• [Supplied records]
• • • •

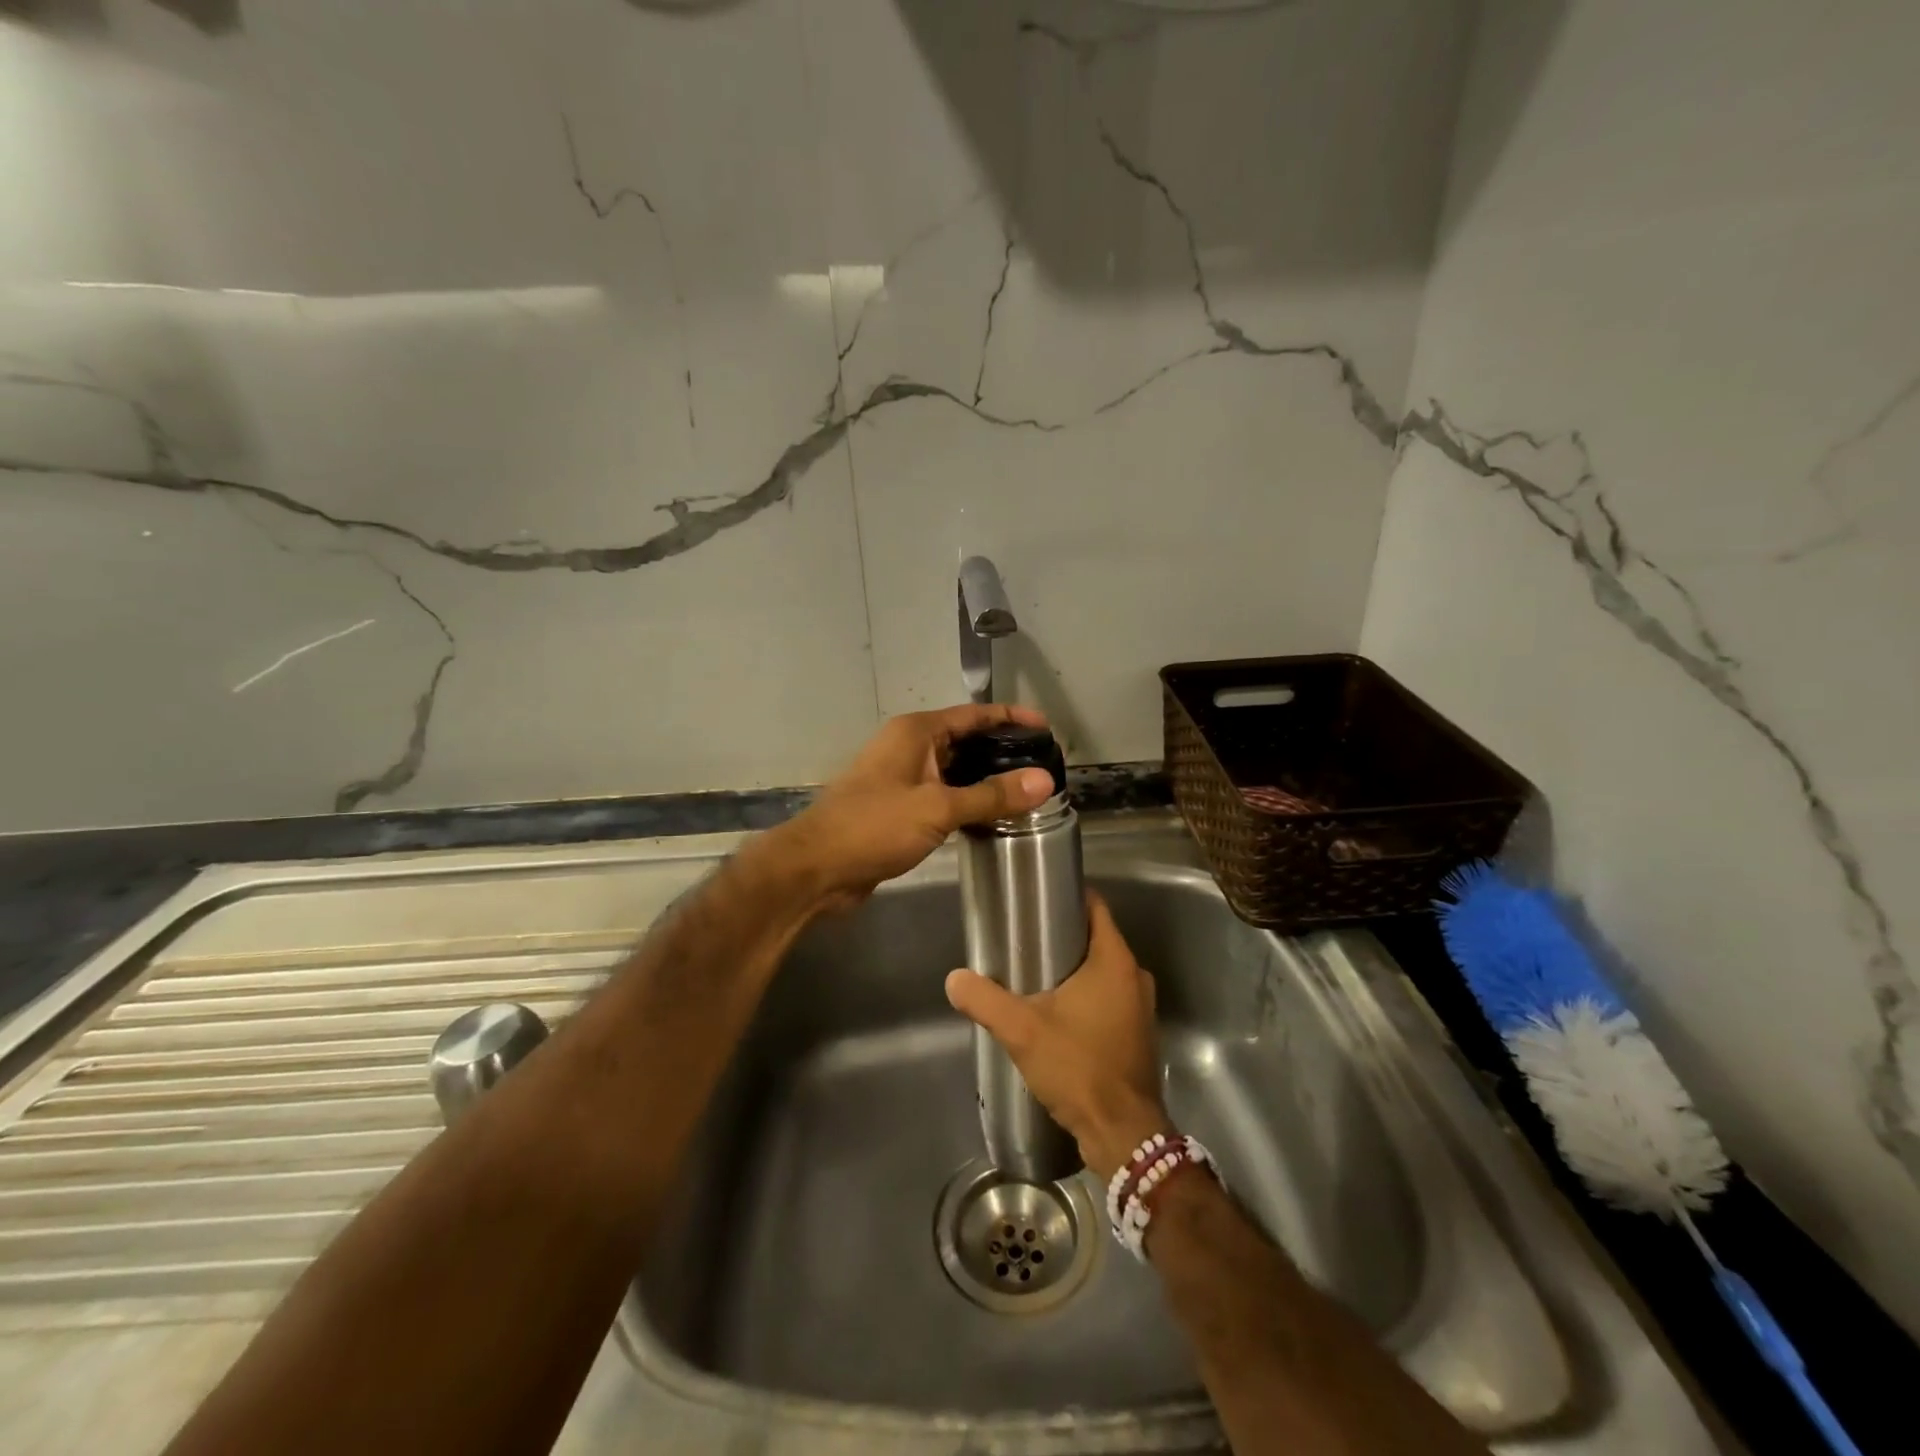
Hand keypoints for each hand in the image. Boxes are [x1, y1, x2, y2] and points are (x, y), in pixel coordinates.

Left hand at [760, 704, 1056, 908]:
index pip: (974, 715)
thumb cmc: (874, 826)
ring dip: (987, 781)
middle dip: (1003, 752)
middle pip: (967, 741)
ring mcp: (903, 778)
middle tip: (1044, 767)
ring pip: (956, 772)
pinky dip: (968, 803)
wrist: (817, 868)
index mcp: (916, 732)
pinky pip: (944, 796)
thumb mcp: (937, 808)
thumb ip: (991, 795)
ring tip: (1029, 794)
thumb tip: (1044, 781)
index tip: (1047, 729)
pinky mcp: (900, 808)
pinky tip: (994, 818)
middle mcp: (910, 748)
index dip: (1011, 718)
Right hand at [945, 893, 1172, 1179]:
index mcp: (1115, 961)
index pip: (1095, 908)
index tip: (1037, 898)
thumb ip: (986, 1000)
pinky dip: (1087, 995)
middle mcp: (1135, 976)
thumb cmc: (1078, 1067)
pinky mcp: (1137, 1032)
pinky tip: (1057, 1010)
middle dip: (1063, 934)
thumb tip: (953, 979)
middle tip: (1024, 937)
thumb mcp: (1023, 1031)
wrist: (1122, 1133)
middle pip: (1097, 938)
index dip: (1068, 896)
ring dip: (1074, 968)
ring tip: (1034, 972)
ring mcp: (1140, 1006)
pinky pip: (1110, 997)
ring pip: (1103, 971)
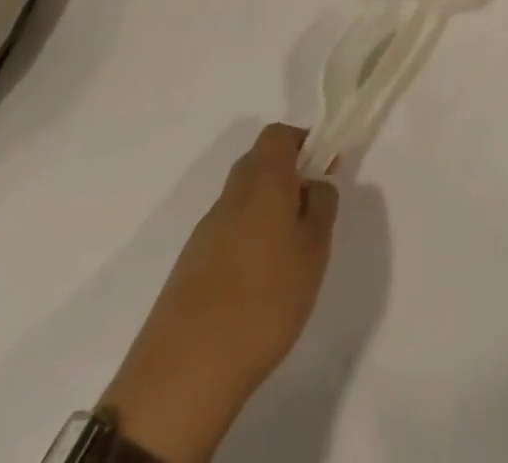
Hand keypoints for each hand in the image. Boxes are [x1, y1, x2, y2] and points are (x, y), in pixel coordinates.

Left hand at [101, 124, 338, 462]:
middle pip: (258, 162)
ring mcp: (205, 230)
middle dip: (287, 175)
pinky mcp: (190, 265)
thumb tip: (315, 183)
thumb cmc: (265, 300)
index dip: (303, 142)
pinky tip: (259, 282)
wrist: (185, 372)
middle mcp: (231, 194)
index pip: (278, 135)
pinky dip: (247, 240)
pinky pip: (226, 231)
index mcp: (263, 180)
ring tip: (289, 253)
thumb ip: (321, 206)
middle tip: (311, 210)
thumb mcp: (314, 250)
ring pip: (242, 199)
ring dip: (267, 210)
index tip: (323, 167)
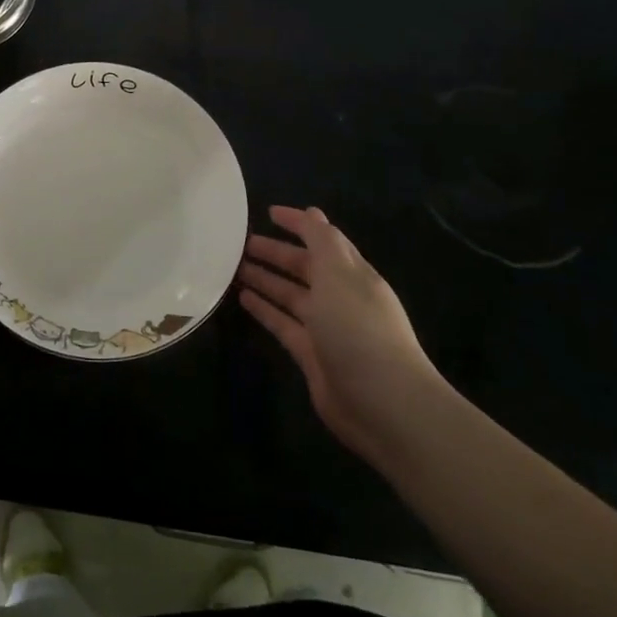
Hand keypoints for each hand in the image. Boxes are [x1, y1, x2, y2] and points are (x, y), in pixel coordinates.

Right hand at [238, 205, 446, 461]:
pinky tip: (242, 298)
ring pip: (290, 295)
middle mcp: (340, 297)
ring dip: (265, 279)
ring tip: (233, 267)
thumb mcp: (339, 274)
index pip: (323, 240)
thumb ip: (322, 241)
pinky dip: (264, 309)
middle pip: (304, 268)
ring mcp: (326, 328)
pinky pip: (283, 324)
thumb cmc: (359, 328)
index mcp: (352, 274)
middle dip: (276, 253)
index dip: (299, 224)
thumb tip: (312, 212)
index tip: (268, 212)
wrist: (383, 404)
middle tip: (239, 243)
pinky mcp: (311, 355)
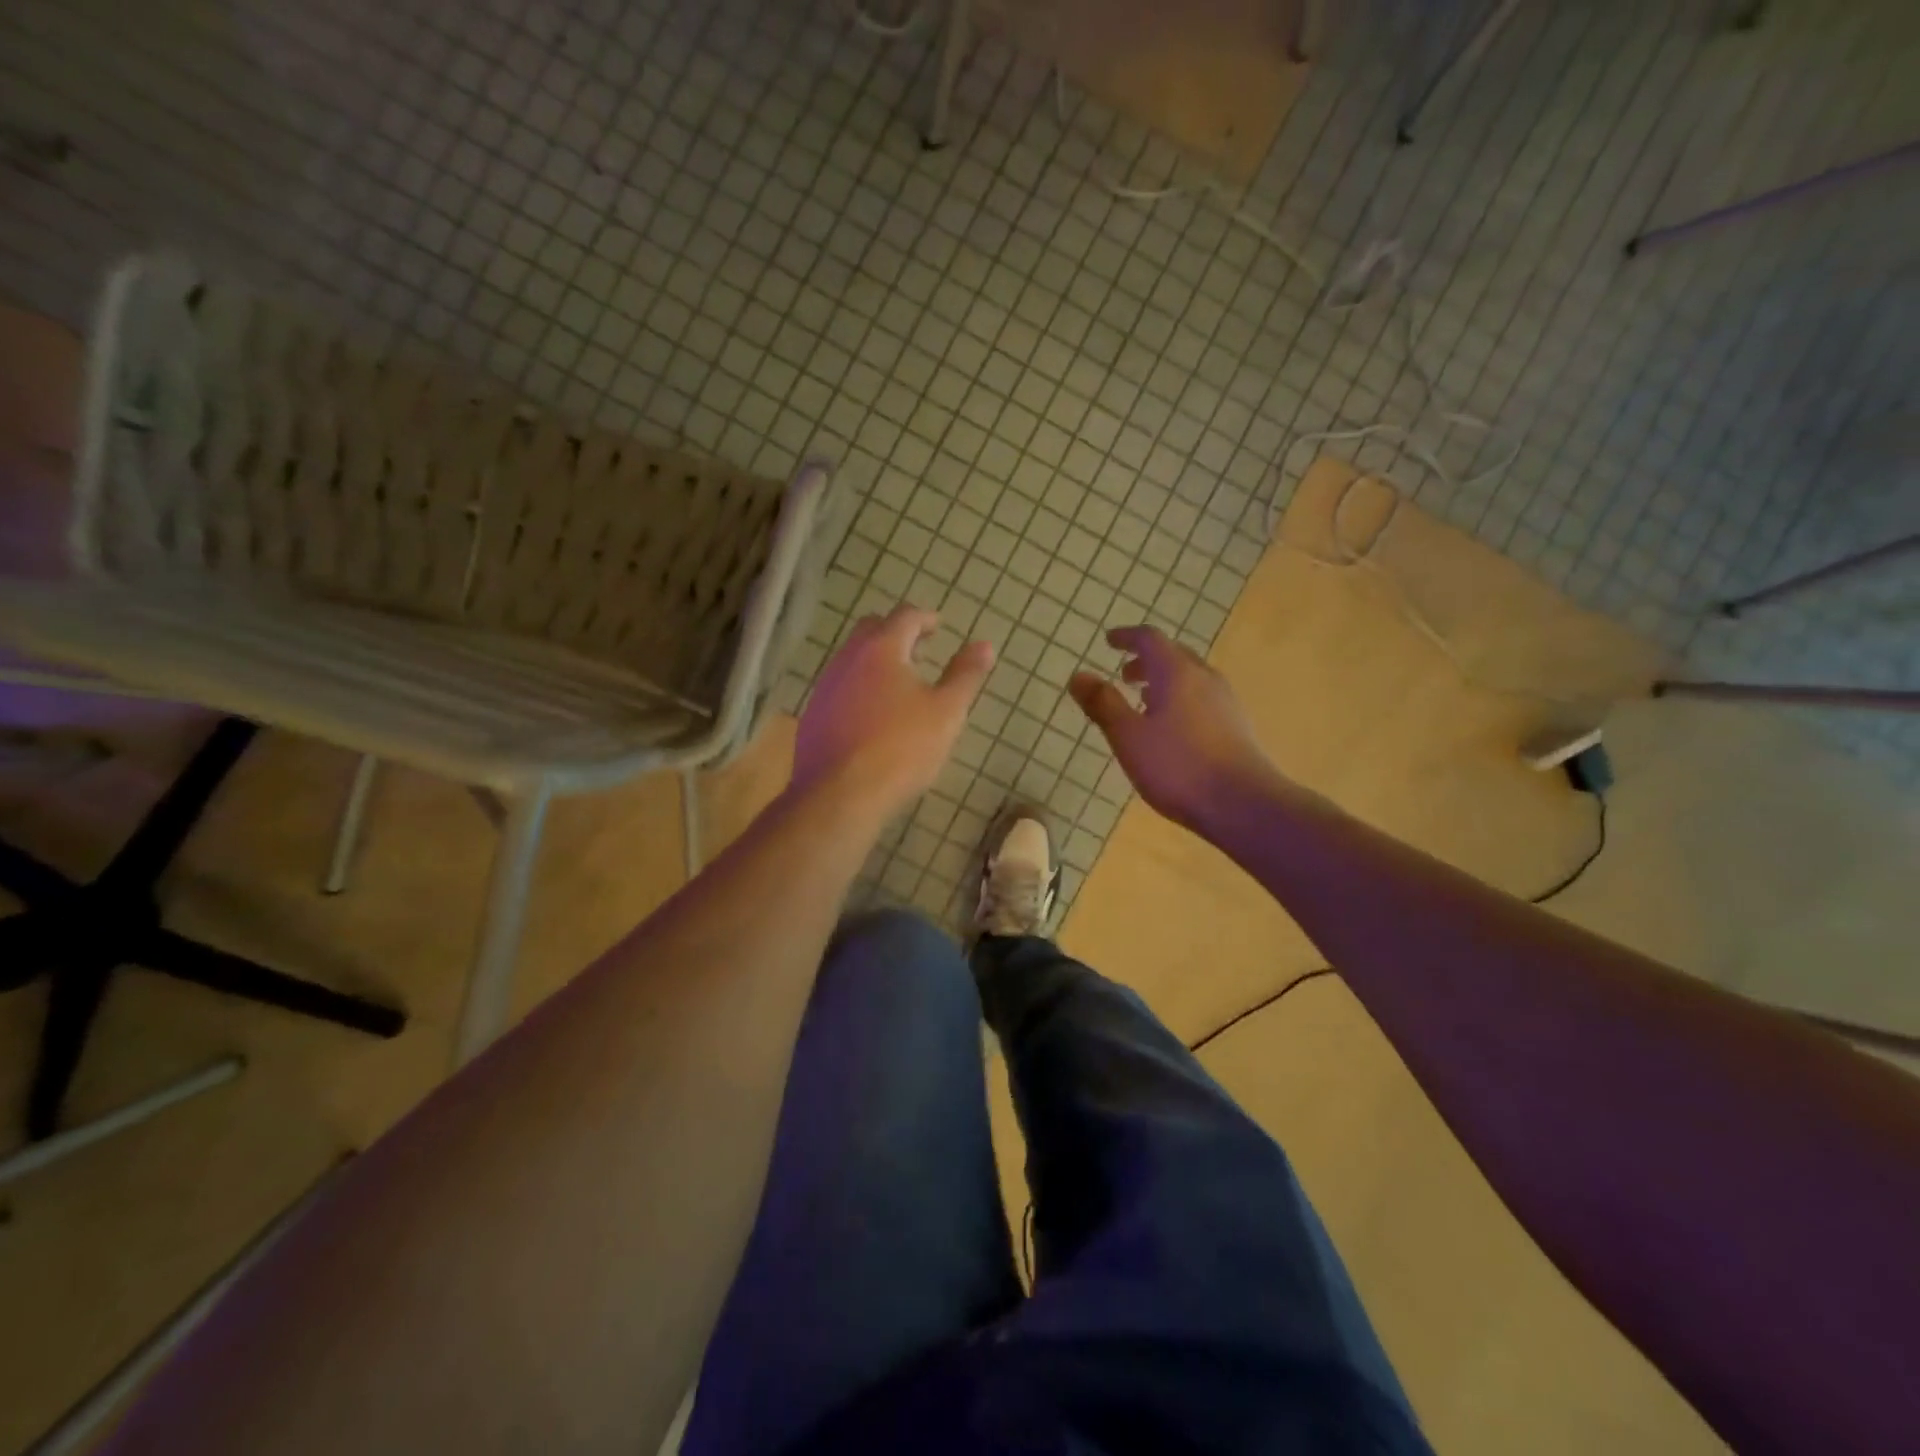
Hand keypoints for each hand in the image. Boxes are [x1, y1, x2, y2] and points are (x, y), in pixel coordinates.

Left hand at [792, 605, 993, 820]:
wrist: (840, 795)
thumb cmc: (902, 748)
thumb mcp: (947, 712)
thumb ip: (965, 675)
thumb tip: (984, 645)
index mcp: (882, 649)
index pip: (905, 616)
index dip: (925, 618)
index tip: (938, 626)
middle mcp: (848, 658)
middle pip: (872, 630)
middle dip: (897, 634)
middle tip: (919, 651)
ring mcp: (826, 687)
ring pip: (852, 659)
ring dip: (876, 662)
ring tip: (899, 684)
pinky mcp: (813, 715)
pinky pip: (840, 688)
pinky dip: (860, 688)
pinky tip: (872, 715)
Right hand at [1069, 625, 1282, 831]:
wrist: (1243, 805)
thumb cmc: (1178, 767)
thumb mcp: (1129, 736)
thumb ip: (1103, 704)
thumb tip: (1078, 675)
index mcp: (1176, 673)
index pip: (1150, 639)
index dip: (1127, 636)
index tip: (1109, 641)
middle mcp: (1204, 678)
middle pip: (1173, 654)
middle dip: (1146, 659)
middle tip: (1124, 675)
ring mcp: (1225, 702)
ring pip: (1190, 677)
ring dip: (1164, 681)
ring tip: (1143, 702)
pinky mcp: (1235, 726)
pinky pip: (1202, 698)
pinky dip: (1179, 699)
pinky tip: (1171, 729)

• • • •

• [Task to carry out] Each line in the data that holds the string "Right" needs to be copied.

• [Result of this task]
Right hand at [945, 893, 1172, 1179]:
Right hand at [238, 205, 446, 461]:
Right hand at [1069, 625, 1282, 831]:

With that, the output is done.